How apt is it that Shane MacGowan's birthday takes place on Christmas Day? One of Ireland's finest songwriters will celebrate his 60th birthday in 2017. This year's festive season coincides with the 30th anniversary of the release of his Christmas classic, "Fairytale of New York." Although MacGowan has tempered the celebrations this year, telling the Irish Independent that his birthday would be "just another day." MacGowan went on to talk about how this would be his first Christmas and birthday without his mother, Therese.

On New Year's Day 2017, Therese MacGowan became the first person to be killed on Ireland's roads. The car that she was driving hit a wall in the town of Ballintogher, County Tipperary.
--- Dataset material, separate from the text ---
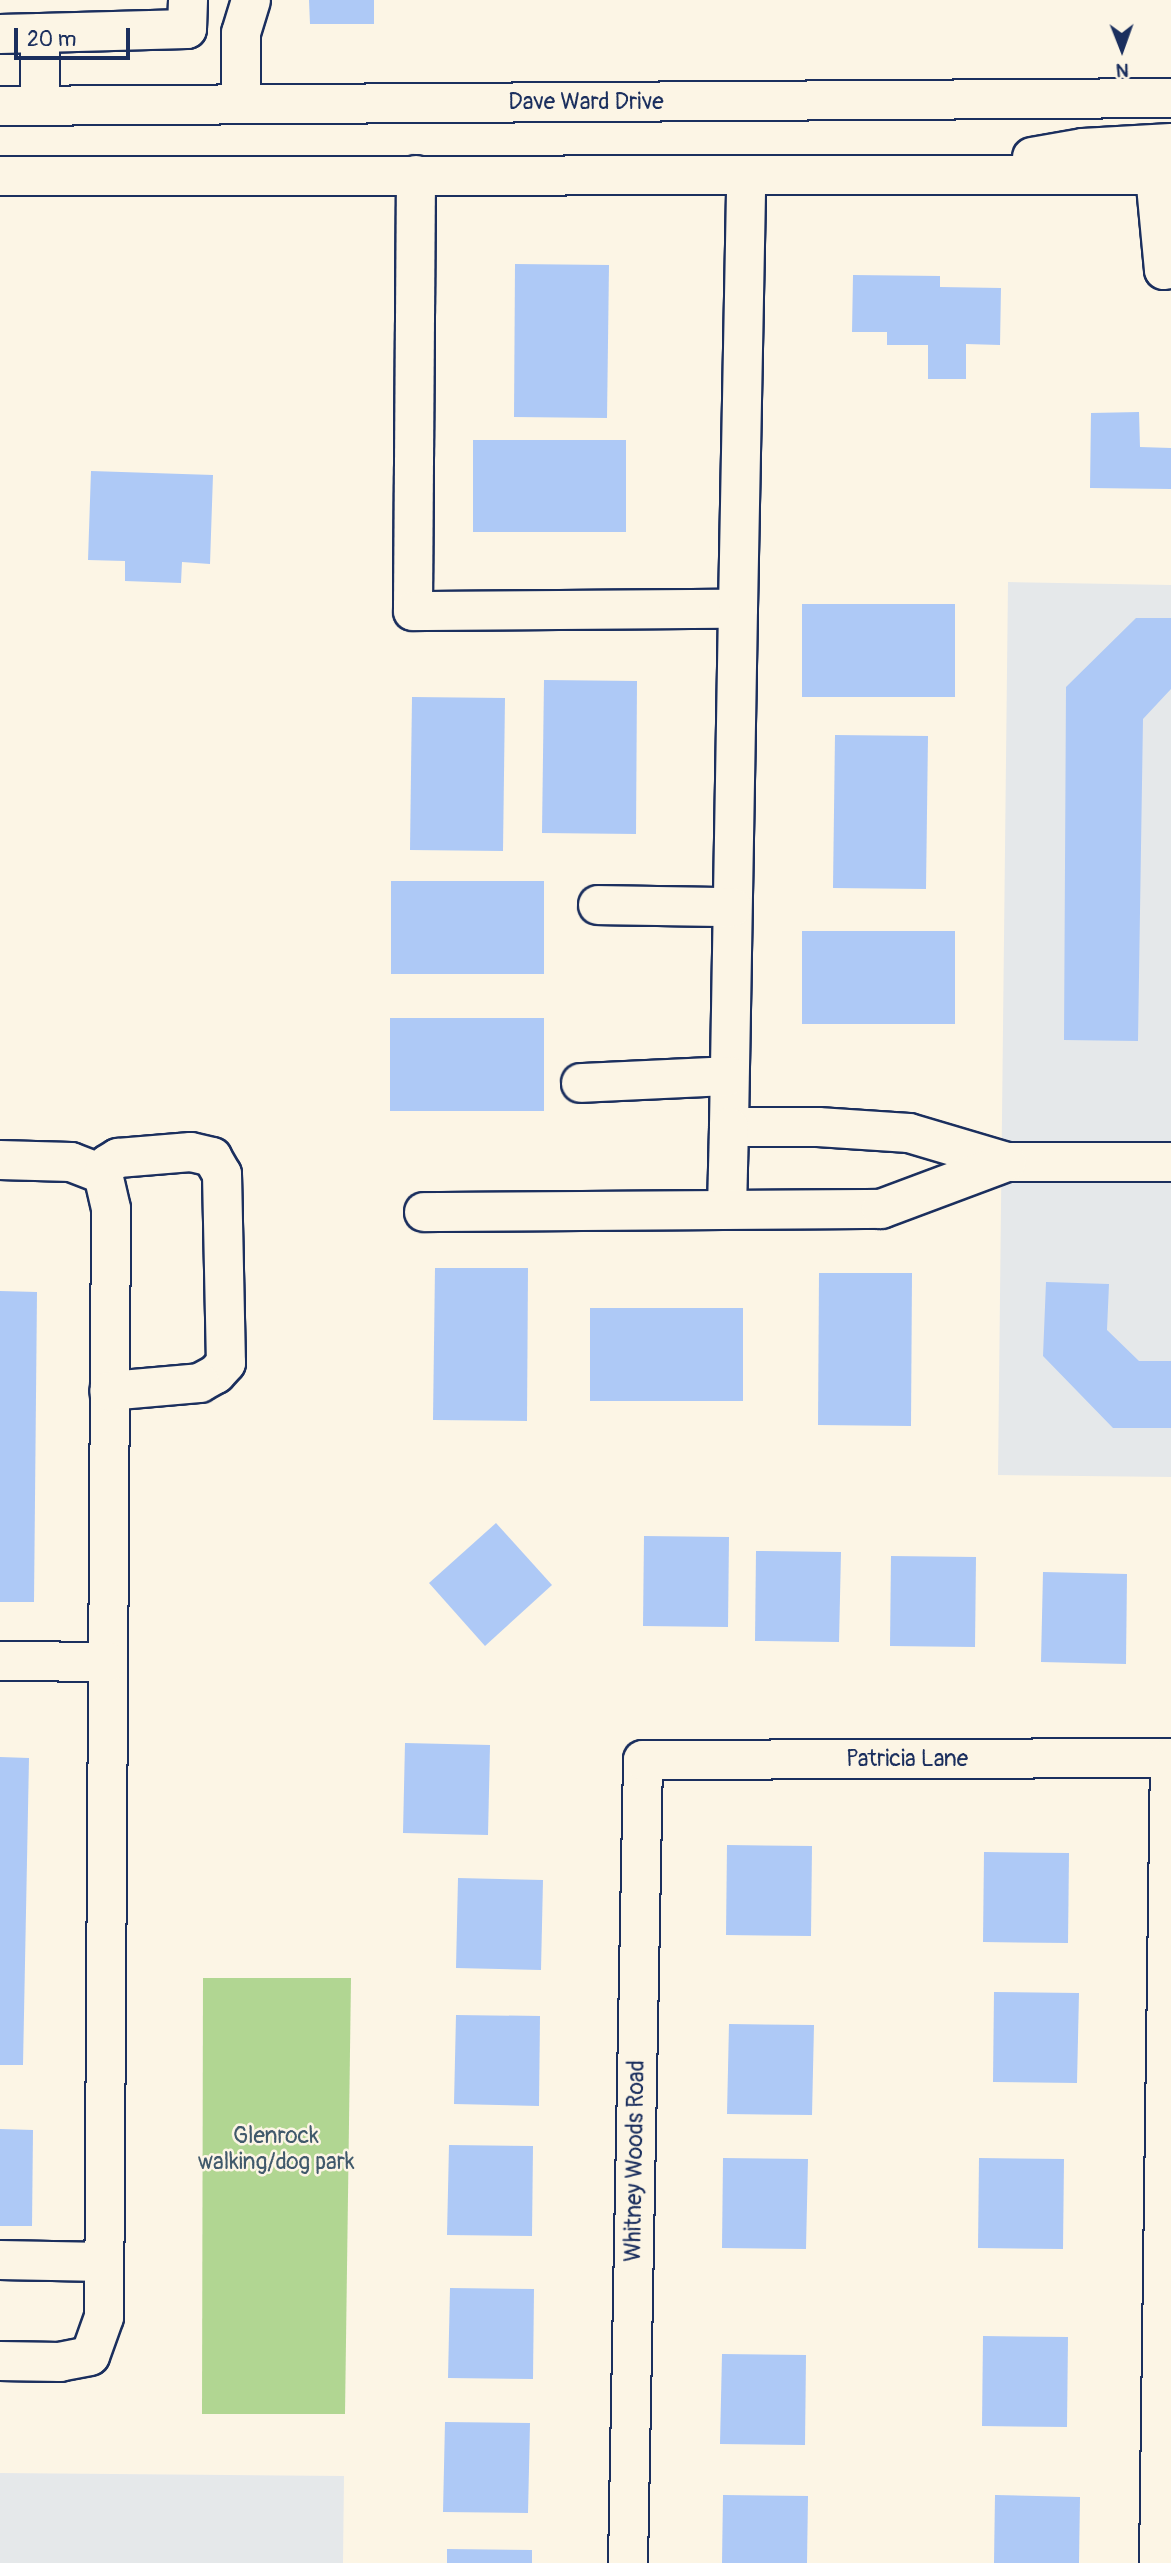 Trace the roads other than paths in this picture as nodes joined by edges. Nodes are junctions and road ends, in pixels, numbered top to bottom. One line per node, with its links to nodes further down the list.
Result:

She was 87 years old. Therese MacGowan was survived by Shane, her husband Maurice and daughter, Siobhan.

Read More: Shane MacGowan defends Ed Sheeran's cover of 'Fairytale of New York'

MacGowan revealed his birthday plans to the Irish Independent saying, "I am going down to Tipperary on Christmas day to see my old man [Maurice]. This will be my first Christmas without my mam. So that’s how I will be spending my birthday." Coming up in January is MacGowan's real celebration, a concert honoring his life and works being held at Dublin's National Concert Hall. He told the Independent, "It’s a great honor and I’m really looking forward to them singing the songs I wrote." Those appearing at the show include Johnny Depp, Nick Cave and Glen Hansard.

Despite being regarded as one of Ireland's greats, MacGowan was born in England. MacGowan told the Daily Telegraph that the only reason for this was because he was born on Christmas Day. He says, "I was born in England, but only because I was born on Christmas Day. My parents lived in Ireland but in 1957 they went over to visit my father’s eldest sister, and I ended up being born in a nearby maternity hospital, down in Kent. It’s a pain in the a*** being born on Christmas Day, so I celebrate it on Christmas Eve, if I celebrate it at all." MacGowan says he lived for the first few weeks of his life in a drawer in his aunt's house until his parents could return to Ireland. Though by the 1960s, his parents opted to return to England with their children in search of work.